福島のぶゆきアーカイブ

衆議院議員 福島のぶゆきの活動記録です

国葬とは何か

〇安倍元首相の国葬については、ことの性格上あまり論評したくはなかった。私の所属する「有志の会」としては、国葬に反対の立場ではない。かつて安倍元首相に多少なりともお世話になった私自身も、どのような形式の葬儀であれ、心からの哀悼の意を示すべく参列するつもりである。

 輿論が熟する前に、おそらくは何らかの政治的な思惑があって珍しく岸田首相が政治決断した結果、現在のような無惨な状況になってしまったことに、安倍元首相が可哀そうでならない。もっと静かに粛々と故人を見送ることができなかったのか。その責任の多くは、政治的に拙い決定をした岸田首相にある。

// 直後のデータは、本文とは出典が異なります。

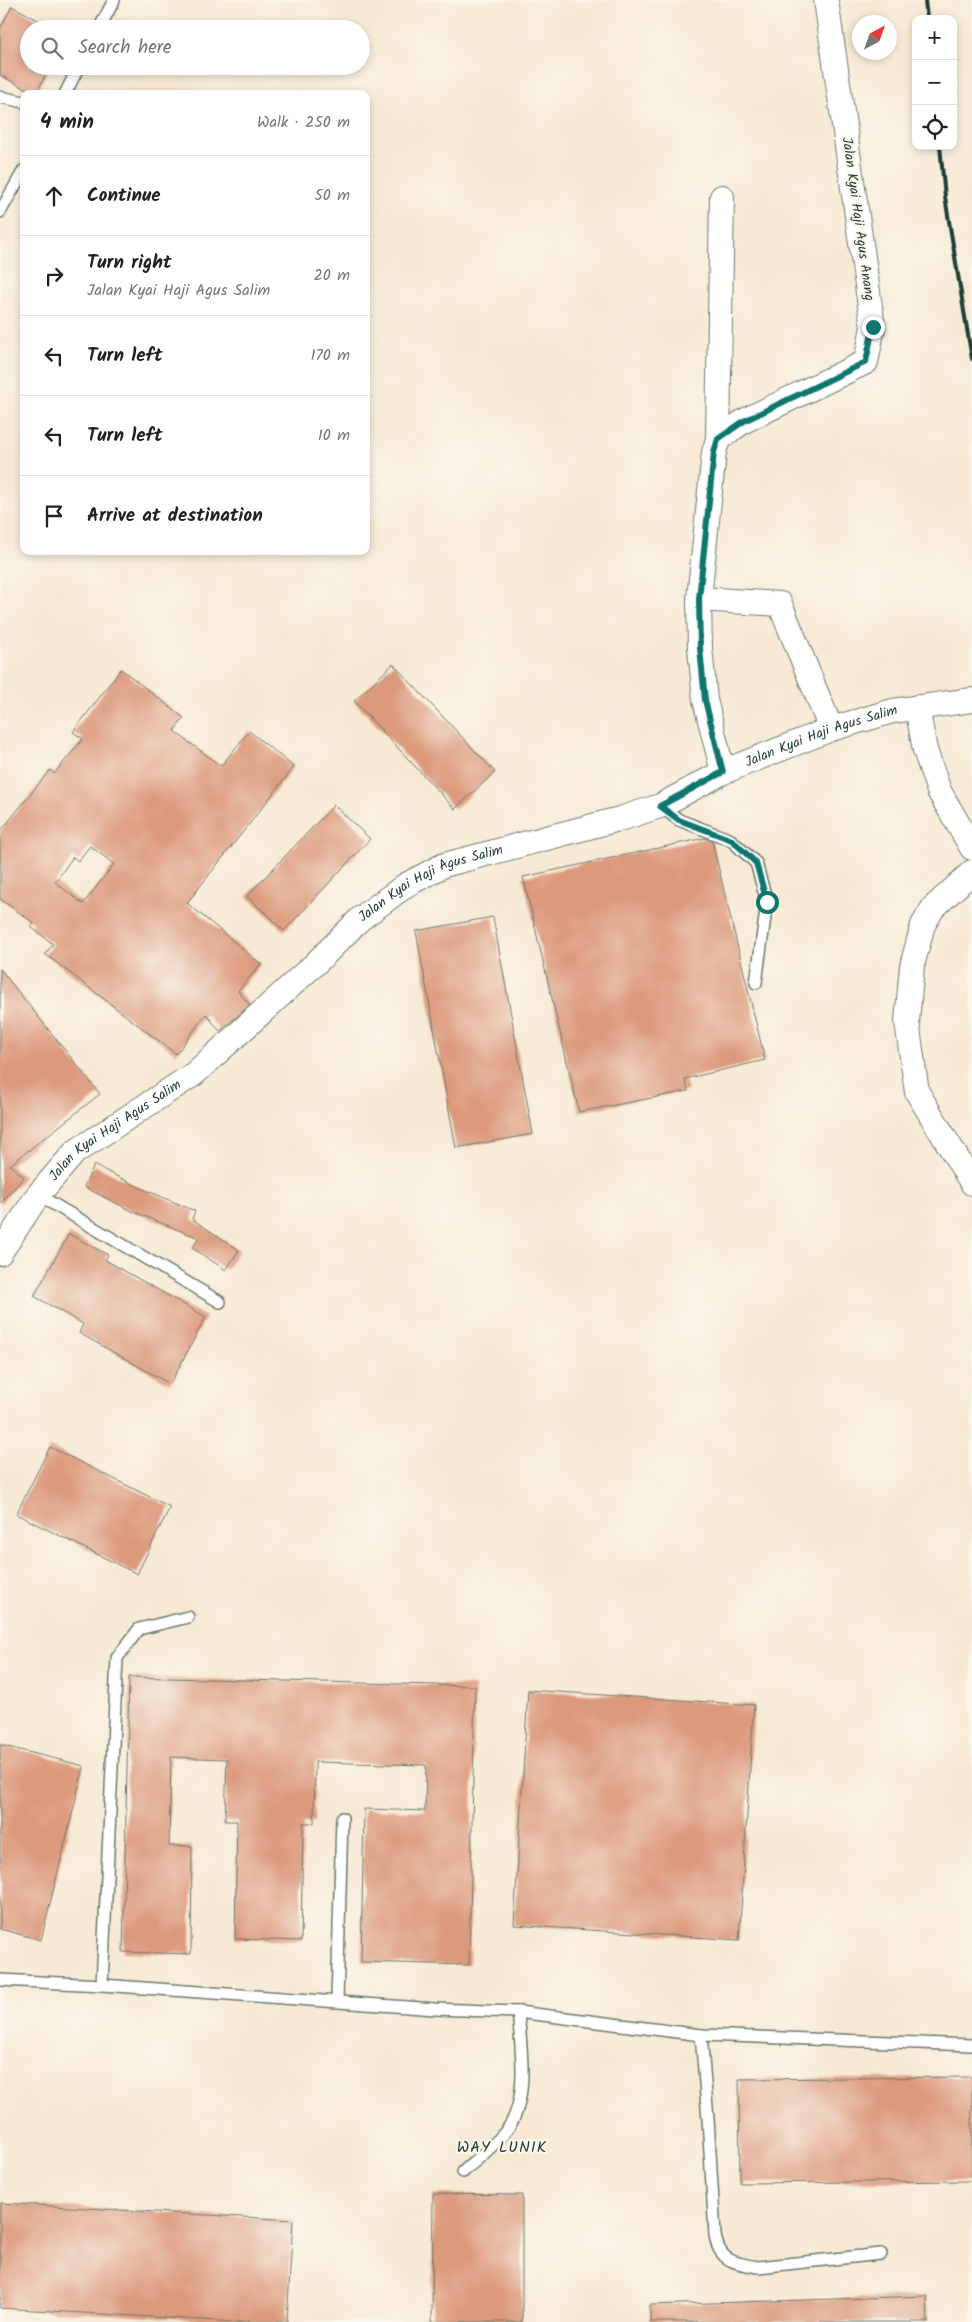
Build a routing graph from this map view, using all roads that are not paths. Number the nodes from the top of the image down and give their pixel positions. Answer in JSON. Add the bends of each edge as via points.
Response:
{"nodes":[{"id":1,"x":114,"y":0,"type":"edge"},
{"id":2,"x":826,"y":0,"type":"edge"},
{"id":3,"x":104,"y":20,"type":"edge"},
{"id":4,"x":74,"y":75,"type":"edge"},
{"id":5,"x":66,"y":90,"type":"edge"},
{"id":6,"x":0,"y":96,"type":"edge"},
{"id":7,"x":20,"y":101,"type":"edge"},
{"id":8,"x":20,"y":177,"type":"edge"},
{"id":9,"x":722,"y":197,"type":"dead end"},
{"id":10,"x":0,"y":212,"type":"edge"},
{"id":11,"x":718,"y":439,"type":"junction"},
{"id":12,"x":699,"y":599,"type":"junction"},
{"id":13,"x":972,"y":700,"type":"edge"},
{"id":14,"x":917,"y":707,"type":"junction"},
{"id":15,"x":831,"y":729,"type":"junction"},
{"id":16,"x":723,"y":772,"type":"junction"},
{"id":17,"x":660,"y":806,"type":"junction"},
{"id":18,"x":972,"y":848,"type":"edge"},
{"id":19,"x":972,"y":872,"type":"edge"},
{"id":20,"x":756,"y":983,"type":"dead end"},
{"id":21,"x":972,"y":1183,"type":"edge"},
{"id":22,"x":38,"y":1195,"type":"junction"},
{"id":23,"x":0,"y":1253,"type":"edge"},
{"id":24,"x":220,"y":1302,"type":"dead end"},
{"id":25,"x":188,"y":1617,"type":"dead end"},
{"id":26,"x":342,"y":1818,"type":"dead end"},
{"id":27,"x":0,"y":1980,"type":"edge"},
{"id":28,"x":102,"y":1985,"type":"junction"},
{"id":29,"x":337,"y":2002,"type":"junction"},
{"id":30,"x":518,"y":2012,"type":"junction"},
{"id":31,"x":701,"y":2035,"type":"junction"},
{"id":32,"x":972,"y":2045,"type":"edge"},
{"id":33,"x":463,"y":2172,"type":"dead end"},
{"id":34,"x":881,"y":2254,"type":"dead end"}],
"edges":[{"from":1,"to":3,"type":"lane"},
{"from":2,"to":11,"type":"street","name":"Jalan Kyai Haji Agus Anang","via":[[873,327],[866,362],[744,421]]},
{"from":4,"to":5,"type":"lane"},
{"from":6,"to":7,"type":"lane"},
{"from":8,"to":10,"type":"lane"},
{"from":9,"to":11,"type":"street"},
{"from":11,"to":12,"type":"street"},
{"from":12,"to":15,"type":"street","via":[[780,604]]},
{"from":12,"to":16,"type":"street","via":[[705,700]]},
{"from":13,"to":14,"type":"street","name":"Jalan Kyai Haji Agus Salim"},
{"from":14,"to":15,"type":"street","name":"Jalan Kyai Haji Agus Salim"},
{"from":14,"to":18,"type":"street","via":[[925,750],[939,791]]},
{"from":15,"to":16,"type":"street","name":"Jalan Kyai Haji Agus Salim"},
{"from":16,"to":17,"type":"street","name":"Jalan Kyai Haji Agus Salim"},
{"from":17,"to":20,"type":"lane","via":[[679,820],[732,840],[756,863],[767,902]]},
{"from":17,"to":22,"type":"street","name":"Jalan Kyai Haji Agus Salim","via":[[444,865],[406,885],[360,919],[194,1074],[74,1152]]},
{"from":19,"to":21,"type":"street","via":[[933,908],[924,925],[912,966],[907,1022],[916,1092]]},
{"from":22,"to":23,"type":"street","name":"Jalan Kyai Haji Agus Salim"},
{"from":22,"to":24,"type":"lane"},
{"from":25,"to":28,"type":"lane","via":[[140,1629],[117,1658]]},
{"from":26,"to":29,"type":"lane"},
{"from":27,"to":28,"type":"lane"},
{"from":28,"to":29,"type":"lane"},
{"from":29,"to":30,"type":"lane"},
{"from":30,"to":31,"type":"lane"},
{"from":30,"to":33,"type":"lane","via":[[522,2064],[519,2102],[506,2131]]},
{"from":31,"to":32,"type":"lane"},
{"from":31,"to":34,"type":"lane","via":[[715,2235],[717,2248],[724,2257],[758,2267]]}]}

 安倍元首相の国葬をめぐっては、いろいろな立場からいろいろな論評が行われているが、「国葬とは何か」という本質が論じられていることは、稀だ。専門家は「国葬とは国が主催して国費で営む葬儀を指す」としているが、そんな形式的なことが問題なのではない。法的根拠云々の議論も、本質ではない。「国」とはいったい何であり、その「国」に対するどのような貢献があれば、「国」としてその死を悼むべきなのか、という問題なのだ。

 内閣総理大臣という地位は、憲法上国を代表する立場ではない。国権の最高機関は国会であり、その長は衆参両院の議長だ。内閣総理大臣は、行政権を預かる内閣の代表に過ぎず、最高裁判所長官と並んで天皇から任命される存在だ。諸説はあるが、国を代表する立場はやはり天皇であり、内閣総理大臣は役割を与えられた「臣」にすぎない。任期が長いから与えるというのであれば、最高裁判所長官や衆参の国会議長を長く務めた者も国葬にしなければならないが、我が国にはそのような事例はない。

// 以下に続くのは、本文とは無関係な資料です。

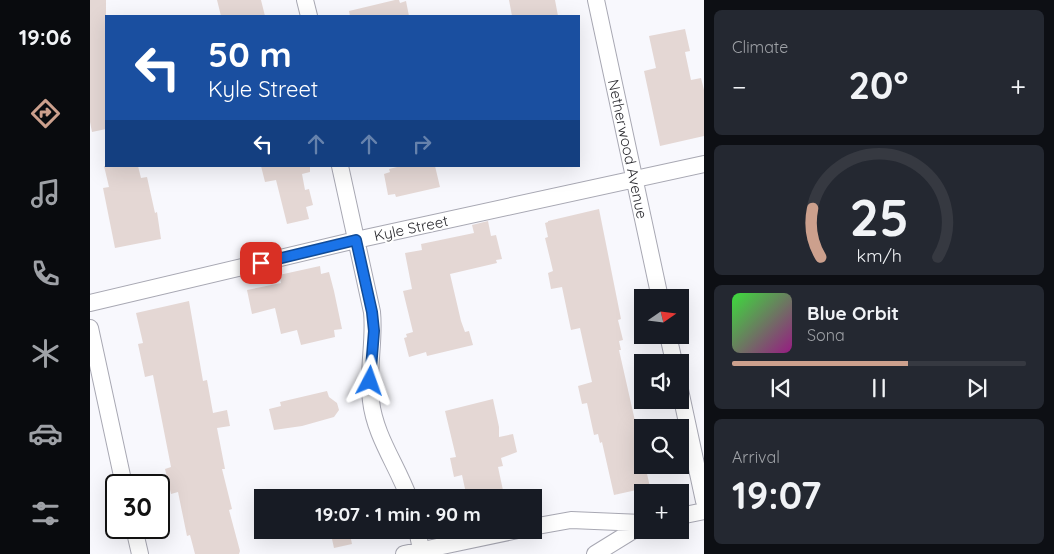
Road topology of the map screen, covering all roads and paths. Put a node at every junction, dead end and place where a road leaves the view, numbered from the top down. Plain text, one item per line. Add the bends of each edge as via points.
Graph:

 「国葬」というからには、本来天皇に準ずる役割を果たした者に対して行われるべきものではないのか。それは、何か。たとえば、国の独立を果たした人物である。吉田茂は、それに値する人物であったということになるのだろう。あるいは他国の侵略から国を守ったり、この国の根幹的な価値体系(国体)が揺るぐのを防いだ人物もそれに相当するだろう。少なくとも、我が国の領土の少しでも回復した実績があれば、辛うじて国葬の検討対象にはなるかもしれないが、沖縄復帰を成し遂げた安倍元首相の大叔父の佐藤栄作は、国葬とはなっていない。安倍元首相の在任中に、北方領土は石ころ一つ返ってきたわけではない。

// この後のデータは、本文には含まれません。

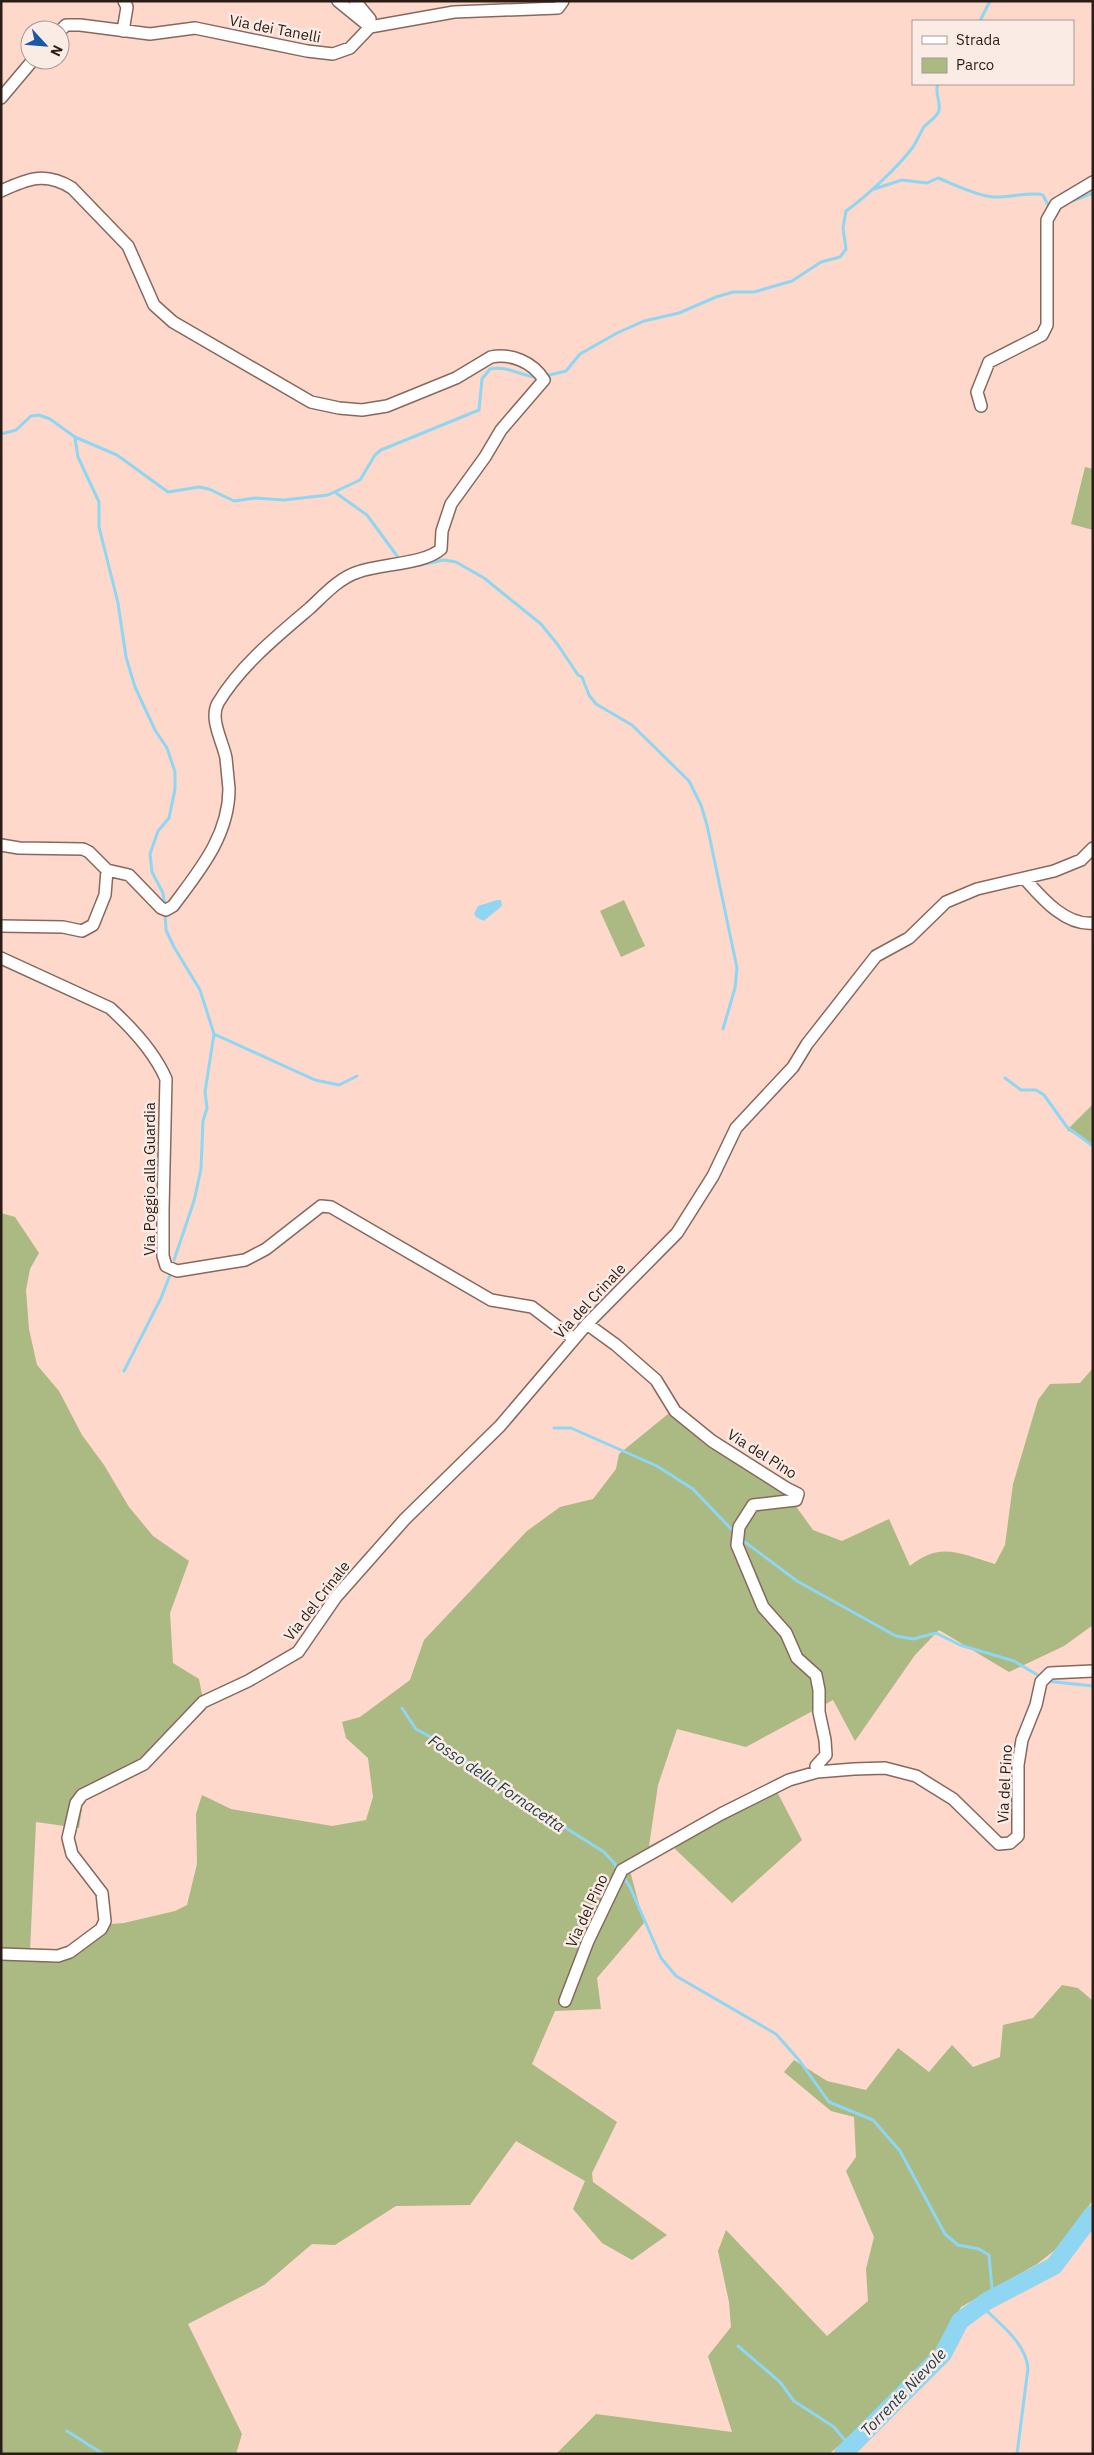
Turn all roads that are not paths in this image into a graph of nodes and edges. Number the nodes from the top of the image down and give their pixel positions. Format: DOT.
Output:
graph roads {
  1 [pos="124,1"];
  2 [pos="338,1"];
  3 [pos="355,1"];
  4 [pos="563,1"];
  5 [pos="70,25"];
  6 [pos="373,26"];
  7 [pos="123,30"];
  8 [pos="24,70"];
  9 [pos="1,98"];
  10 [pos="1093,182"];
  11 [pos="1,191"];
  12 [pos="981,406"];
  13 [pos="1,846"];
  14 [pos="1093,848"];
  15 [pos="107,870"];
  16 [pos="1025,879"];
  17 [pos="1093,922"];
  18 [pos="1,926"];
  19 [pos="1,958"];
  20 [pos="587,1324"];
  21 [pos="574,1339"];
  22 [pos="1093,1671"];
  23 [pos="817,1772"];
  24 [pos="1,1954"];
  25 [pos="565,2002"];
  1 -- 7 [label="street"];
  2 -- 6 [label="street"];
  3 -- 6 [label="street"];
  4 -- 6 [label="street"];
  5 -- 7 [label="street, Via dei Tanelli"];
  6 -- 7 [label="street, Via dei Tanelli"];
  8 -- 9 [label="street"];
  10 -- 12 [label="street"];
  11 -- 15 [label="street"];
  13 -- 15 [label="street"];
  14 -- 16 [label="street, Via del Crinale"];
  15 -- 18 [label="street"];
  16 -- 17 [label="street"];
  16 -- 20 [label="street, Via del Crinale"];
  19 -- 21 [label="street, Via Poggio alla Guardia"];
  20 -- 21 [label="street, Via del Crinale"];
  20 -- 23 [label="street, Via del Pino"];
  21 -- 24 [label="street, Via del Crinale"];
  22 -- 23 [label="street, Via del Pino"];
  23 -- 25 [label="street, Via del Pino"];
}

 藤田東湖の『正気の歌』には、日本の歴史における「正気」として、大化の改新を実行して蘇我氏を排除した中臣鎌足や怪僧道鏡を排除した和気清麻呂、元寇から日本を守った北条時宗、建武の新政の後醍醐天皇を守るために討ち死にした楠木正成などを挙げている。こうした人物たちに並ぶ役割を果たした者こそ、「国葬」にふさわしいのではないか。我が国は、そのような長い歴史と正気を持った「国」なのだ。

 「保守」を気取る夕刊フジは、

www.zakzak.co.jp

【岸田文雄首相が国葬を閣議決定したのは、民主主義の原点である選挙演説中に撃たれて亡くなったことと、安倍氏の業績が国際的に評価され、世界中から弔問の希望が来ているから】

としている。世界からお客さんが来るから「国葬」とは。「国葬」は、世界への見世物ではない。「保守」を自称する人たちが、国葬にすべきという理由は、あまりにも薄っぺらく、安っぽすぎる。「国」とは、そんな軽いものではない。「国葬」を挙げるのであれば、日本という「国」はいかなる価値を大事にする「国」なのか、ということを世界に示す場でなければならない。安倍元首相が、本物の保守政治家であったとするなら、自らの在任中に成し遂げたことに照らして、「国葬」されるなどということは恥ずかしすぎて受けられなかったことだろう。

 安倍元首相の死後、こうした安っぽい、薄っぺらい言説ばかりが飛び交っていることこそ、日本という国が溶け始めている証拠であるということを重く受け止めなければならない。